-- DATA EXTRACTS --
◆ ◆ ◆ ◆ ◆ ◆ ◆

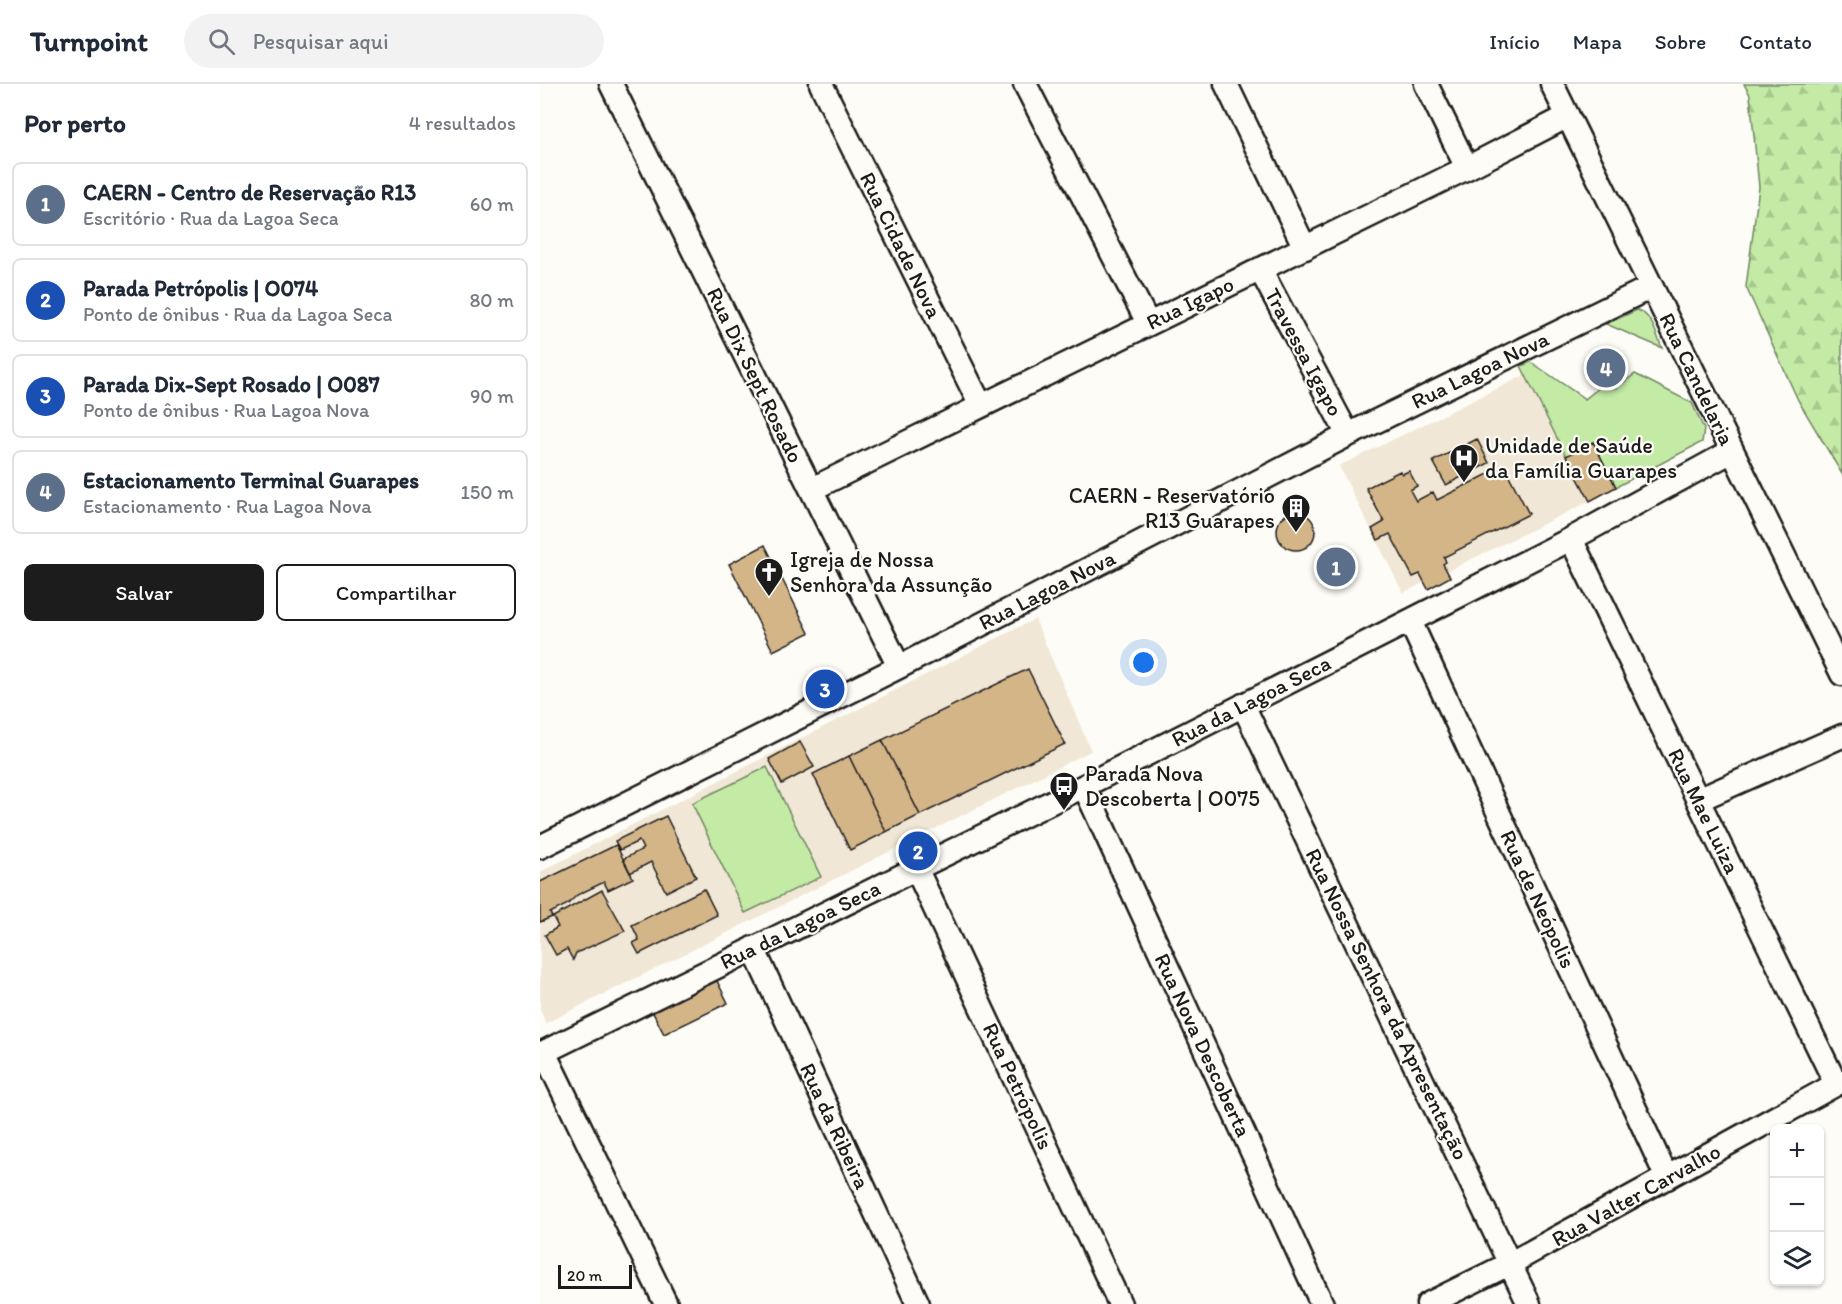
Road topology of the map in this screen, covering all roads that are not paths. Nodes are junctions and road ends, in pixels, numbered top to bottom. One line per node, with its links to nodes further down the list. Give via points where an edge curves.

◆ ◆ ◆ ◆ ◆ ◆ ◆

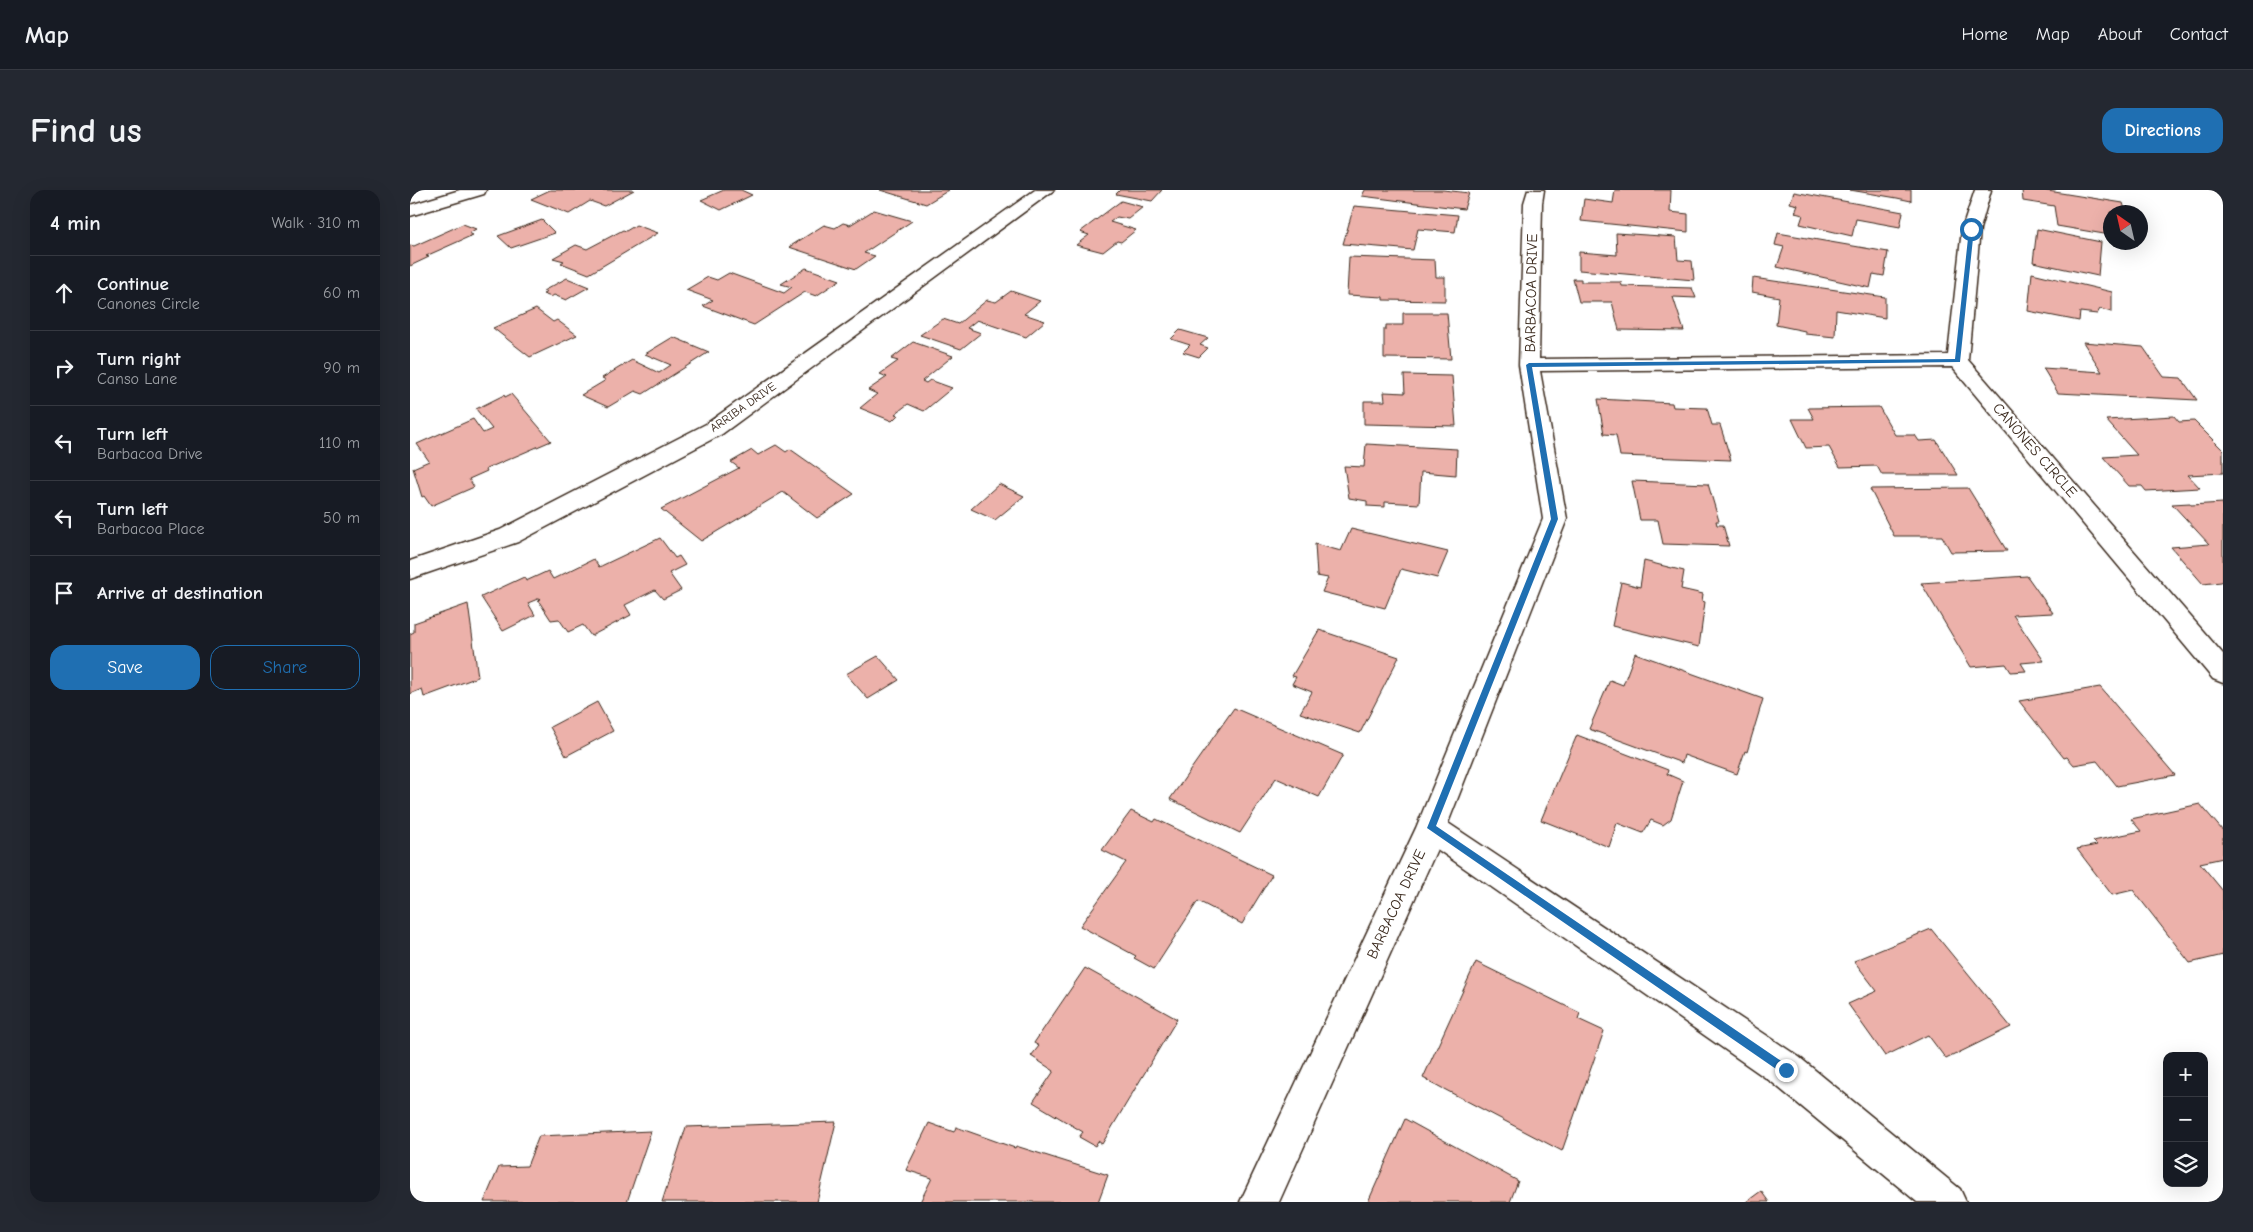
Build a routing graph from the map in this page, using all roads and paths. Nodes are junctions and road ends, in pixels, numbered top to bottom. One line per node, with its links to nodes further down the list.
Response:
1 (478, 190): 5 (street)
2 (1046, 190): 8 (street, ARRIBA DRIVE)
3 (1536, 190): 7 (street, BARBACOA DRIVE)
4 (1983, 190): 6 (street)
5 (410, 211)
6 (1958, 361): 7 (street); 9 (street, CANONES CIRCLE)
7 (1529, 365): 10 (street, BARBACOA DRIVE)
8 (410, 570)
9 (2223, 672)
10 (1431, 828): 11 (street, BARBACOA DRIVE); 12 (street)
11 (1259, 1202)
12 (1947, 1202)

◆ ◆ ◆ ◆ ◆ ◆ ◆

-- WORK INSTRUCTIONS --
Which of the lines in the material above contain "links"? Copy each one out.

-- ANSWER --
Road topology of the map in this screen, covering all roads that are not paths. Nodes are junctions and road ends, in pixels, numbered top to bottom. One line per node, with its links to nodes further down the list. Give via points where an edge curves.
Build a routing graph from the map in this page, using all roads and paths. Nodes are junctions and road ends, in pixels, numbered top to bottom. One line per node, with its links to nodes further down the list.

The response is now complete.